Jan 6, 2020
Yesterday in Genesis 9-10, we heard the story of Noah's drunkenness and his curse on Canaan because of it (which really wasn't very fair since it was his father Ham who actually caused the offense to Noah while he was drunk, and because Ham also had other sons). After that, however, we heard about Noah's descendants.
In chapter 5 of Job, Eliphaz continued to imply that Job had sinned:
Job 5:6 NLT Evil does not grow
in the soil,
nor does trouble grow out of the ground.
7 No indeed!
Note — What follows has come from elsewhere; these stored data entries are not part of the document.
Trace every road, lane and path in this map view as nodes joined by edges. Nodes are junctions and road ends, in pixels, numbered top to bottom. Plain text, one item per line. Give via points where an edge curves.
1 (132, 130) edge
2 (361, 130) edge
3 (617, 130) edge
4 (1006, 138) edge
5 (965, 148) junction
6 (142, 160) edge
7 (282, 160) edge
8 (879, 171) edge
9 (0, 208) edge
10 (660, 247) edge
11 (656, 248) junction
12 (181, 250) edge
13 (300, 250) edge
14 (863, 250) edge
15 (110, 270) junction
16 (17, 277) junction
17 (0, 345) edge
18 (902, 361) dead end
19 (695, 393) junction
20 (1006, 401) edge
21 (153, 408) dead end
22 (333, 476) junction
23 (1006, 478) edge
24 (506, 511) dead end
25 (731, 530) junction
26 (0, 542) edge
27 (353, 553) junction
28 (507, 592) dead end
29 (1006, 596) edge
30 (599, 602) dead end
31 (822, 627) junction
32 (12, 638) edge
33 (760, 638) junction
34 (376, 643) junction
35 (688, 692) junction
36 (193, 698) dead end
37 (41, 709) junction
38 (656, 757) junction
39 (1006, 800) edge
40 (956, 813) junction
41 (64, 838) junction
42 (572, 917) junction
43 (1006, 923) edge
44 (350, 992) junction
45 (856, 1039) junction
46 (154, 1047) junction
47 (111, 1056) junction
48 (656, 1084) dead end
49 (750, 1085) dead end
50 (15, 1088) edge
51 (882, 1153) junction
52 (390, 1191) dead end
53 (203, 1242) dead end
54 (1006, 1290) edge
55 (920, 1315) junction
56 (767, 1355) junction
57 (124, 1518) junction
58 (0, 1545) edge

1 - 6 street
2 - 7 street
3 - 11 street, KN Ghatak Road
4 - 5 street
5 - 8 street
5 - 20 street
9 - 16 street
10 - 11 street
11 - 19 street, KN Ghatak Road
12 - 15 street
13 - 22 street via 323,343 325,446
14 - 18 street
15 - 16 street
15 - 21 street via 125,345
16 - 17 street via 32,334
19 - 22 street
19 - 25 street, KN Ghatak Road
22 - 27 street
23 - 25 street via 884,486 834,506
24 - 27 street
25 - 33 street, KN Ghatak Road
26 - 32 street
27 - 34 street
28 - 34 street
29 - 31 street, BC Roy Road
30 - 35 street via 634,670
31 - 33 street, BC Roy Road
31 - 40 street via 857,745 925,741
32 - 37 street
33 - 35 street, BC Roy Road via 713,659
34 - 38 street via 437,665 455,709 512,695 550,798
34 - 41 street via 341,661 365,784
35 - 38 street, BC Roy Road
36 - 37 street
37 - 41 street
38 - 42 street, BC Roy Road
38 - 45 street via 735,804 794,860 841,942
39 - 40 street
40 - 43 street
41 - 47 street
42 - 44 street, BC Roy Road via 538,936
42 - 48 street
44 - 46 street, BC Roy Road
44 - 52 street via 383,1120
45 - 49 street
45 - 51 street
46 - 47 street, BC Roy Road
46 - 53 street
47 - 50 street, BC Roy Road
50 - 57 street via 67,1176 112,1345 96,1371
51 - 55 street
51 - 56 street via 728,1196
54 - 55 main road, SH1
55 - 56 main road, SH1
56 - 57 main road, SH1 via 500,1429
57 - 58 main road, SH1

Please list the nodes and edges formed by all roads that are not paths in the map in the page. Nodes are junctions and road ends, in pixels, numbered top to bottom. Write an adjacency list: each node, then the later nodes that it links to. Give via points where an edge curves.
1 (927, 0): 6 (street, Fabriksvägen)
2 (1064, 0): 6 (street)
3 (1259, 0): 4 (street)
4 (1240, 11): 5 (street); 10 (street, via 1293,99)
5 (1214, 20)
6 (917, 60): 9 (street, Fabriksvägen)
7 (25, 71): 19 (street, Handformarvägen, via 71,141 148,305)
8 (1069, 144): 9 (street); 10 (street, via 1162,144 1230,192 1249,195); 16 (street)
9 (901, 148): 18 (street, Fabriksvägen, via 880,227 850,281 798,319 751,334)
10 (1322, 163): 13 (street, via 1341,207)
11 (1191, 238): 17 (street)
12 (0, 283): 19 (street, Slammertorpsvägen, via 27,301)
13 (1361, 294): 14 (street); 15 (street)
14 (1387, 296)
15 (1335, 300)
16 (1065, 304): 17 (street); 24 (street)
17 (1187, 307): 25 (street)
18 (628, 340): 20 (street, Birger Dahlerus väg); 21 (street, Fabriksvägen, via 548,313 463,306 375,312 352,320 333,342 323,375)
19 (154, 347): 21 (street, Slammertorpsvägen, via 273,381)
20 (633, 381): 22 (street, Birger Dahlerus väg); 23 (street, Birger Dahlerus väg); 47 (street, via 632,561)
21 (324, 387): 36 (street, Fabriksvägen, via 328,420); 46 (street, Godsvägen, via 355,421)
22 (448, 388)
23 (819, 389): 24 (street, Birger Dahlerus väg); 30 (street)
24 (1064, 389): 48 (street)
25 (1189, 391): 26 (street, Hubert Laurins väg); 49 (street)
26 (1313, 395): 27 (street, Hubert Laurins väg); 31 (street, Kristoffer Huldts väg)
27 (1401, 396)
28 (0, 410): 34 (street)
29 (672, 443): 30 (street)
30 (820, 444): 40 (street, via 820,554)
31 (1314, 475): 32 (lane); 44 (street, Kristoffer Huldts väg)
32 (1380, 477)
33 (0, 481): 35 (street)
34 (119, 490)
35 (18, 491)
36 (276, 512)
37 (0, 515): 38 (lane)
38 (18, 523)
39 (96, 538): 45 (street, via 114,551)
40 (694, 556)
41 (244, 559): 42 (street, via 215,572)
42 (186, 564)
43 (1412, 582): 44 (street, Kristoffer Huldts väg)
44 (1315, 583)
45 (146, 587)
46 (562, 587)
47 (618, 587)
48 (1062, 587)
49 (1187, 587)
We bring trouble on ourselves,
as surely as sparks fly up from a fire.
Eliphaz’ main point in that chapter was that Job would be forgiven and blessed if he repented, as he said in v. 17-18:
17 Happy is the person whom God
Do not resent it when he rebukes you.
18 God bandages the wounds he makes;
his hand hurts you, and his hand heals.
There is truth in what Eliphaz
says, and a similar statement to verse
17 is found in James 1.
Chapter 4 is the parable chapter of Mark, and today we read the second half. The Parable about the Different Kinds of Soil is in all three synoptic Gospels— which are Matthew, Mark, and Luke. That parable holds deep meaning that one never really grows out of. Each time you hear it, new facets come to light, and every believer should meditate on what kind of soil they are most like at the present time.
This is a good place to note this: Rhetorical questions were often used by Jesus to start a new topic in his teaching, and at the end of chapter 4, he used two rhetorical questions to give a mild rebuke to the disciples. In many of the world’s languages, people don’t use rhetorical questions for starting a new topic, but most languages seem to use questions for rebuking.